# Exercise description
Copy every record exactly, and keep the pictures out.
★ ★ ★ ★ ★
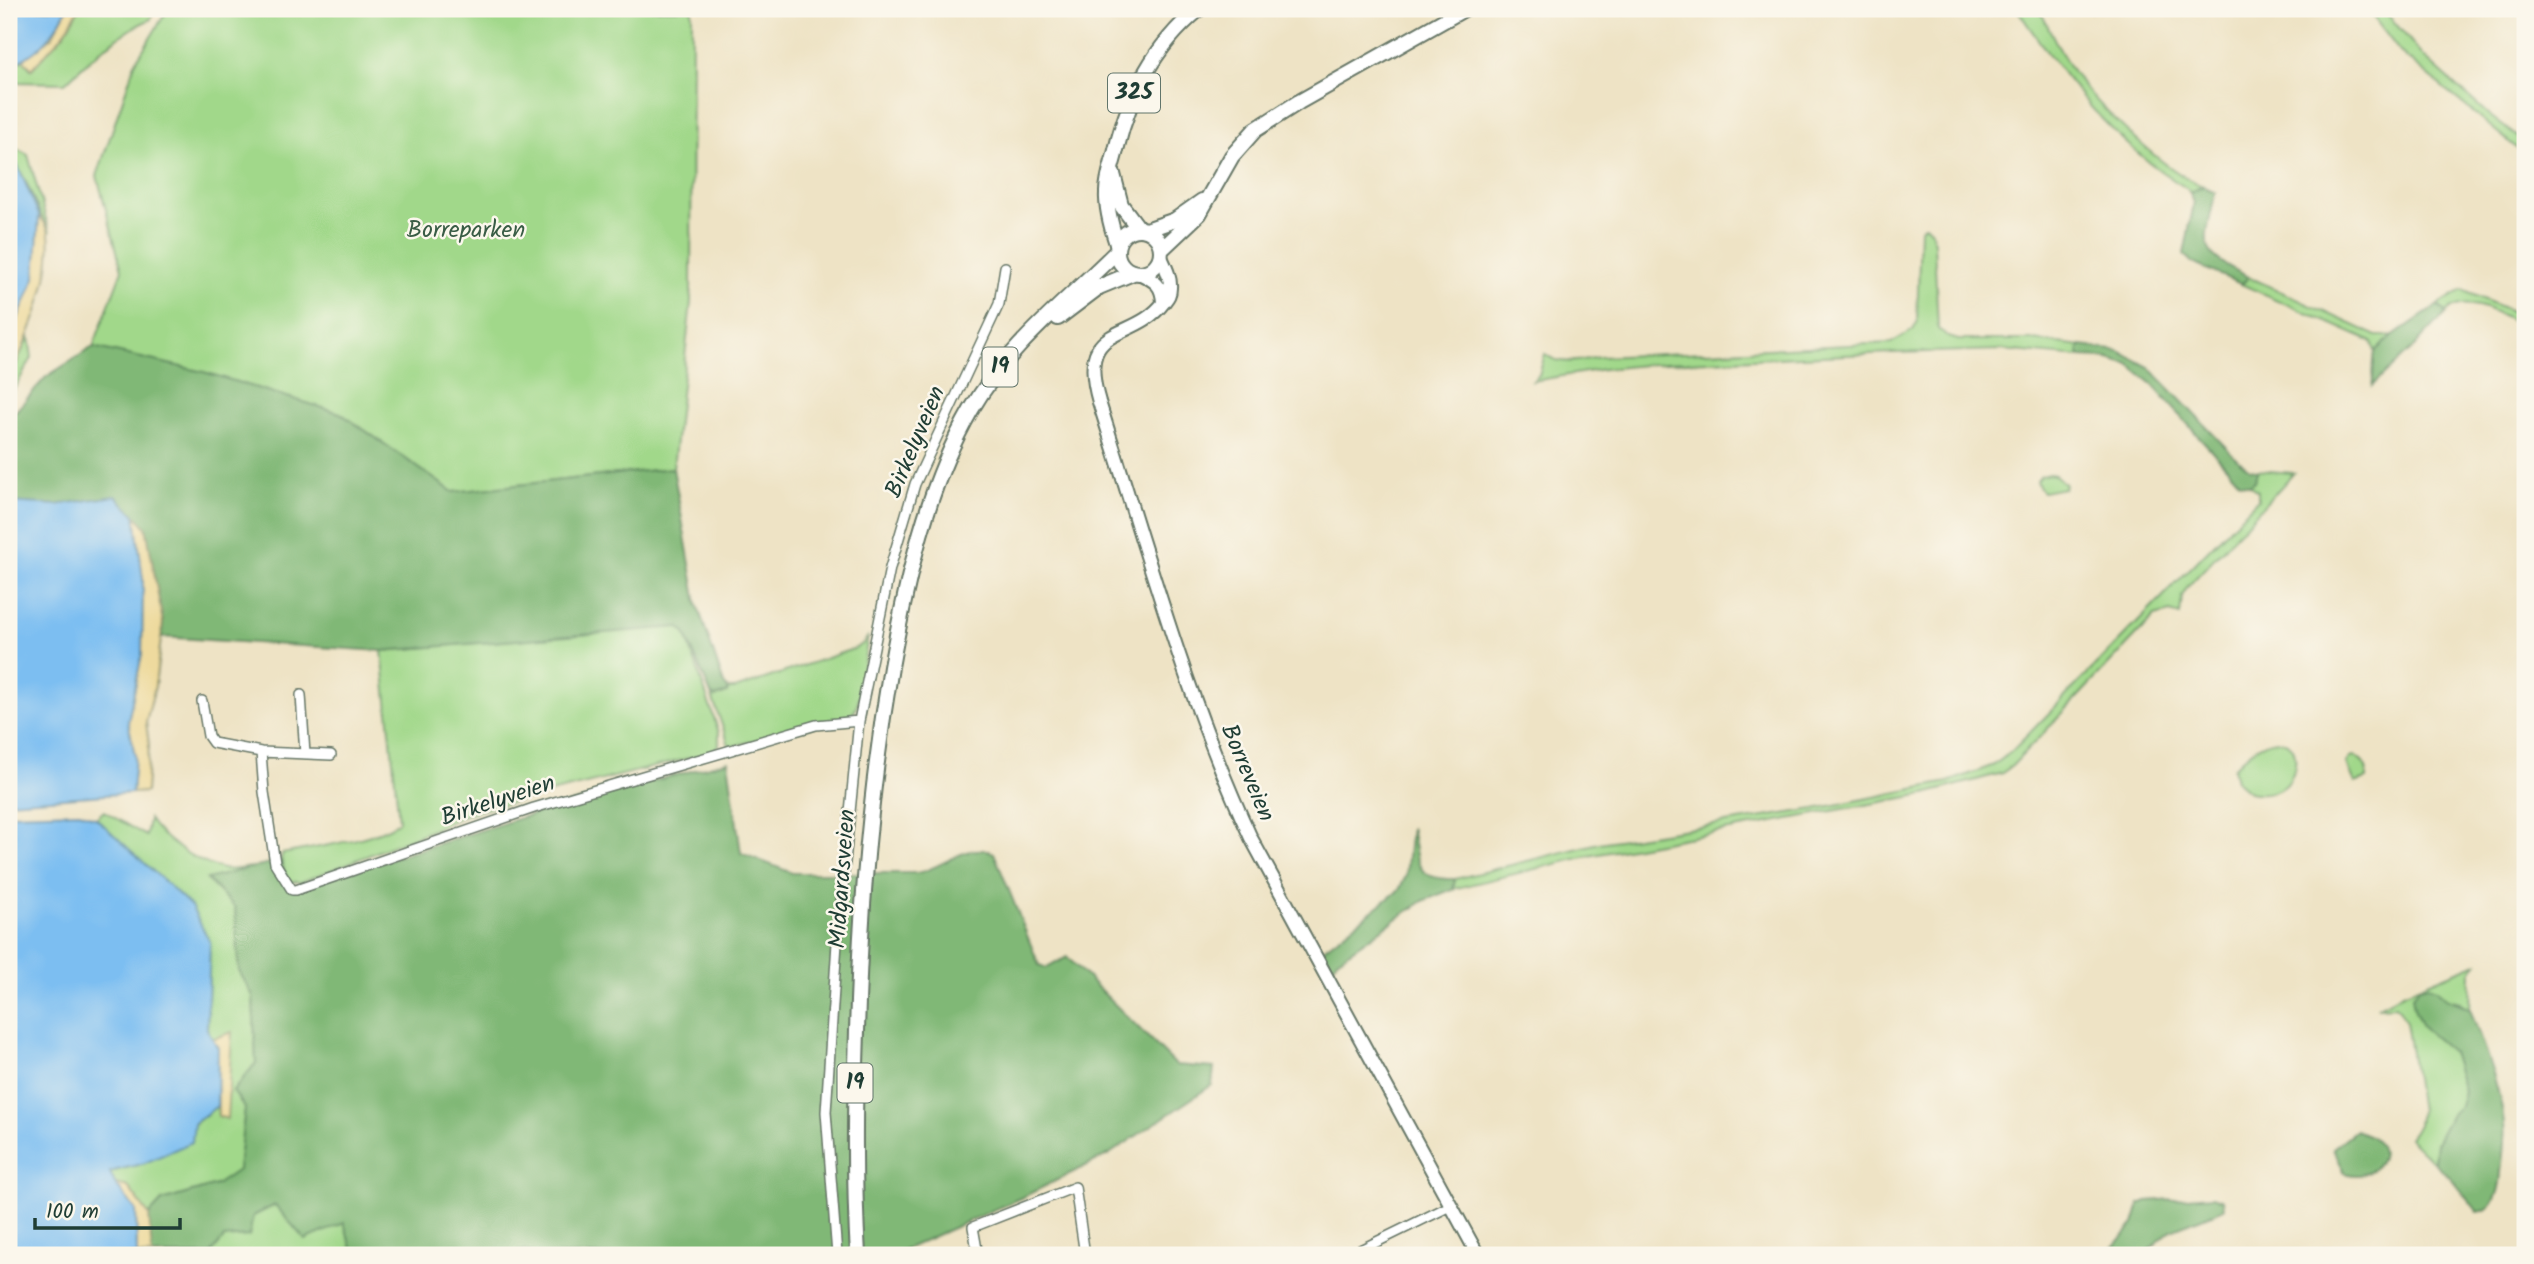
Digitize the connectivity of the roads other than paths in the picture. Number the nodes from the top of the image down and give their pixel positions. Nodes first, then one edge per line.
1 (1199, 9) edge
2 (1464, 9) edge
3 (1112, 166) junction
4 (1208, 195) junction
5 (1142, 230) junction
6 (1117, 248) junction
7 (1161, 253) junction
8 (1005, 267) dead end
9 (1137, 273) junction
10 (1163, 302) junction
11 (929, 512) junction
12 (301, 695) dead end
13 (202, 701) dead end
14 (859, 721) junction
15 (261, 752) junction
16 (305, 754) junction
17 (331, 755) dead end
18 (1450, 1206) junction
19 (837, 1255) edge
20 (858, 1255) edge
21 (978, 1255) edge
22 (1085, 1255) edge
23 (1350, 1255) edge
24 (1478, 1255) edge

1 - 3 main road, 325
2 - 4 main road, 19
3 - 5 main road, 325
3 - 6 main road, 325
4 - 5 main road, 19
4 - 7 main road, 19
5 - 6 main road, 19
5 - 7 main road
6 - 9 main road
6 - 11 main road, Midgardsveien / 19
7 - 9 main road, 19
7 - 10 main road
8 - 14 street, Birkelyveien
9 - 10 main road
9 - 11 main road, Midgardsveien / 19
10 - 18 main road, Borreveien
11 - 20 main road, Midgardsveien / 19
12 - 16 street
13 - 15 street
14 - 15 street, Birkelyveien
14 - 19 street, Birkelyveien
15 - 16 street
16 - 17 street
18 - 23 street
18 - 24 main road, Borreveien
21 - 22 street

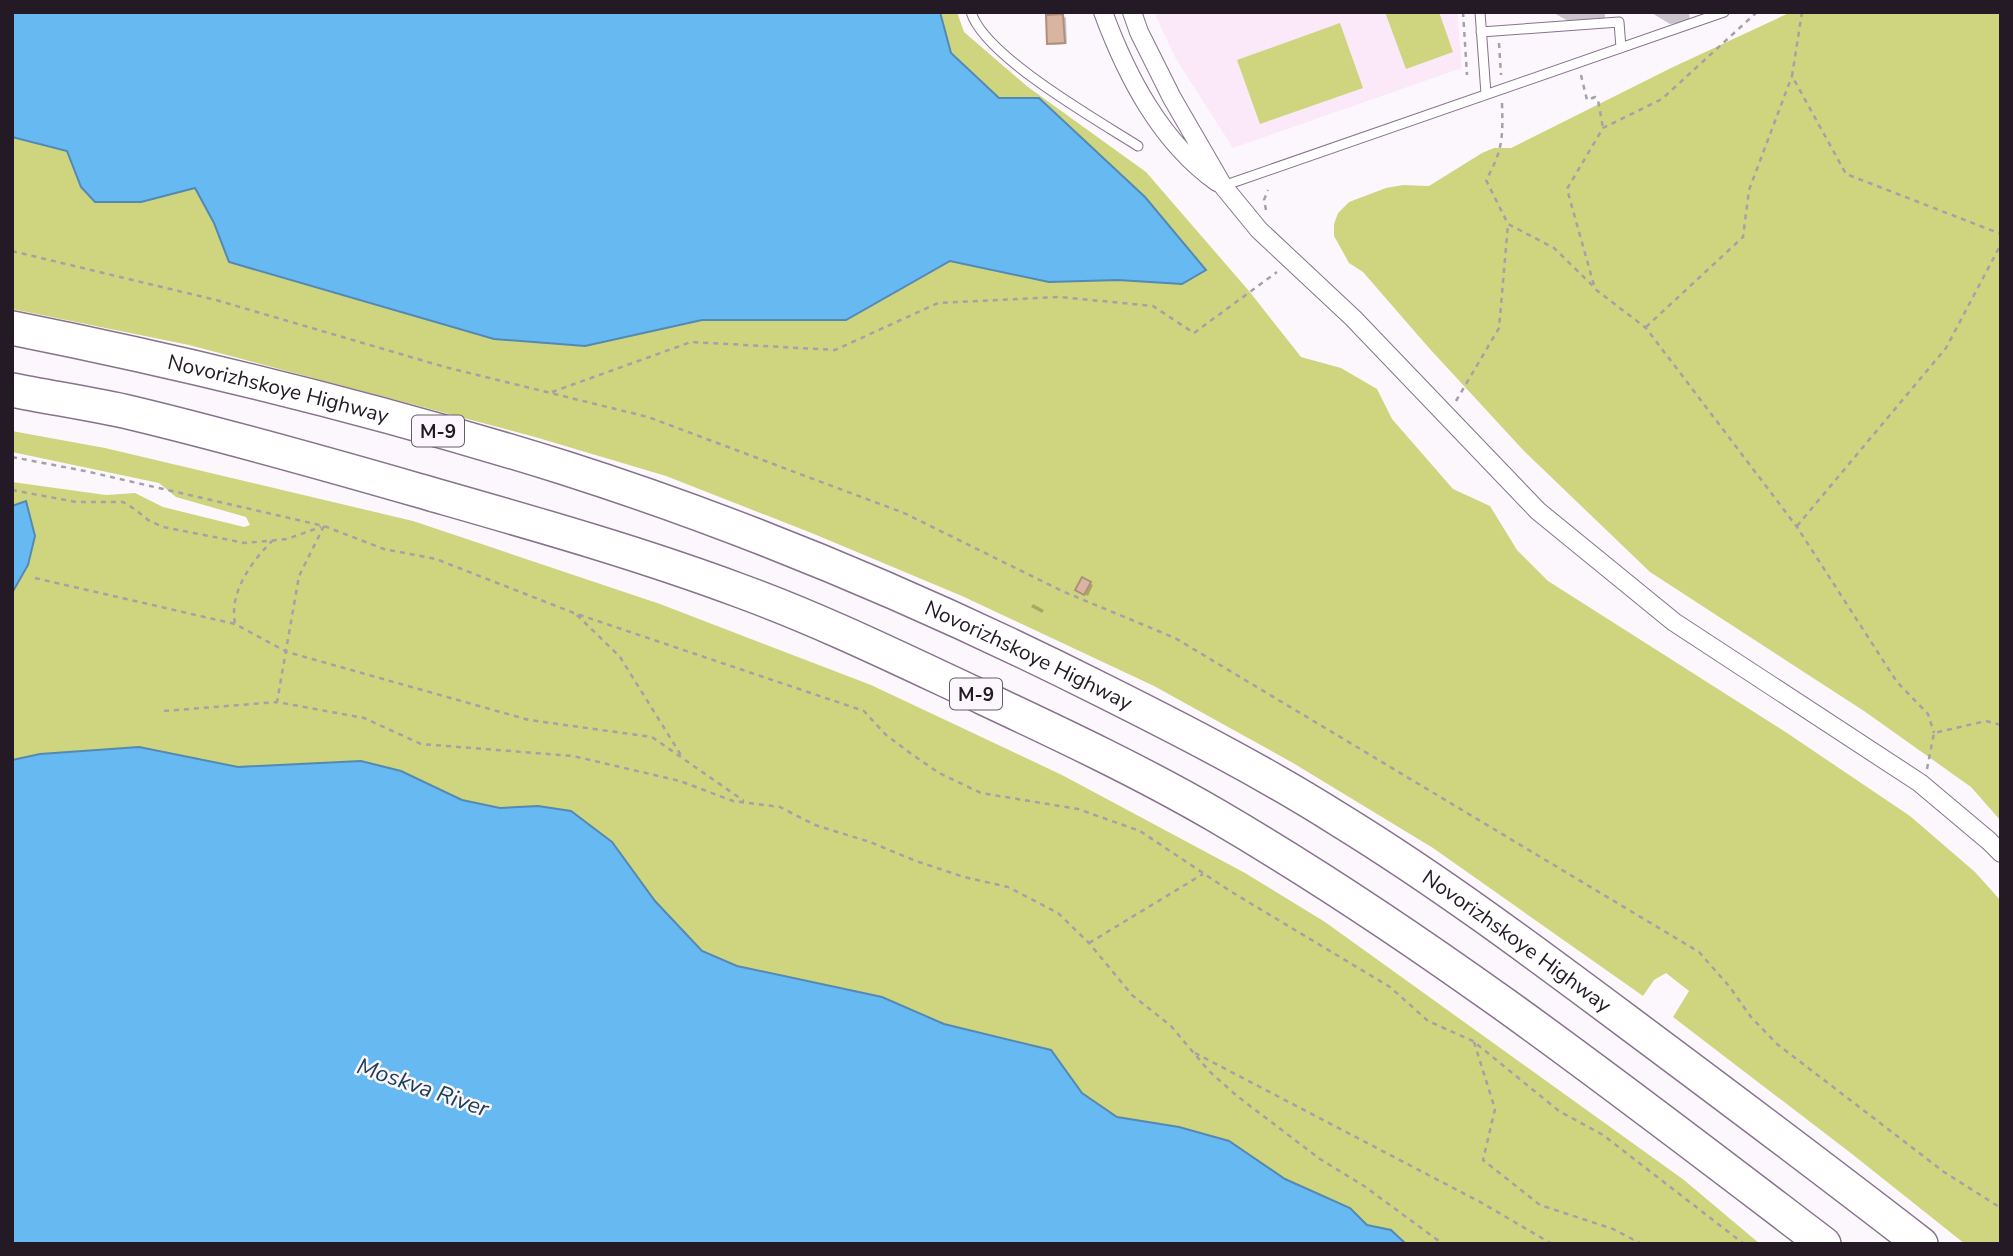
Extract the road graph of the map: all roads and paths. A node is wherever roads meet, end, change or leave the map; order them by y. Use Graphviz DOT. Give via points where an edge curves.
★ ★ ★ ★ ★
# Reply to the exercise
Digitize the connectivity of the roads other than paths in the picture. Number the nodes from the top of the image down and give their pixel positions. Nodes first, then one edge per line.
1 (1199, 9) edge
2 (1464, 9) edge
3 (1112, 166) junction
4 (1208, 195) junction
5 (1142, 230) junction
6 (1117, 248) junction
7 (1161, 253) junction
8 (1005, 267) dead end
9 (1137, 273) junction
10 (1163, 302) junction
11 (929, 512) junction
12 (301, 695) dead end
13 (202, 701) dead end
14 (859, 721) junction
15 (261, 752) junction
16 (305, 754) junction
17 (331, 755) dead end
18 (1450, 1206) junction
19 (837, 1255) edge
20 (858, 1255) edge
21 (978, 1255) edge
22 (1085, 1255) edge
23 (1350, 1255) edge
24 (1478, 1255) edge

1 - 3 main road, 325
2 - 4 main road, 19
3 - 5 main road, 325
3 - 6 main road, 325
4 - 5 main road, 19
4 - 7 main road, 19
5 - 6 main road, 19
5 - 7 main road
6 - 9 main road
6 - 11 main road, Midgardsveien / 19
7 - 9 main road, 19
7 - 10 main road
8 - 14 street, Birkelyveien
9 - 10 main road
9 - 11 main road, Midgardsveien / 19
10 - 18 main road, Borreveien
11 - 20 main road, Midgardsveien / 19
12 - 16 street
13 - 15 street
14 - 15 street, Birkelyveien
14 - 19 street, Birkelyveien
15 - 16 street
16 - 17 street
18 - 23 street
18 - 24 main road, Borreveien
21 - 22 street

Extract the road graph of the map: all roads and paths. A node is wherever roads meet, end, change or leave the map; order them by y. Use Graphviz DOT. Give via points where an edge curves.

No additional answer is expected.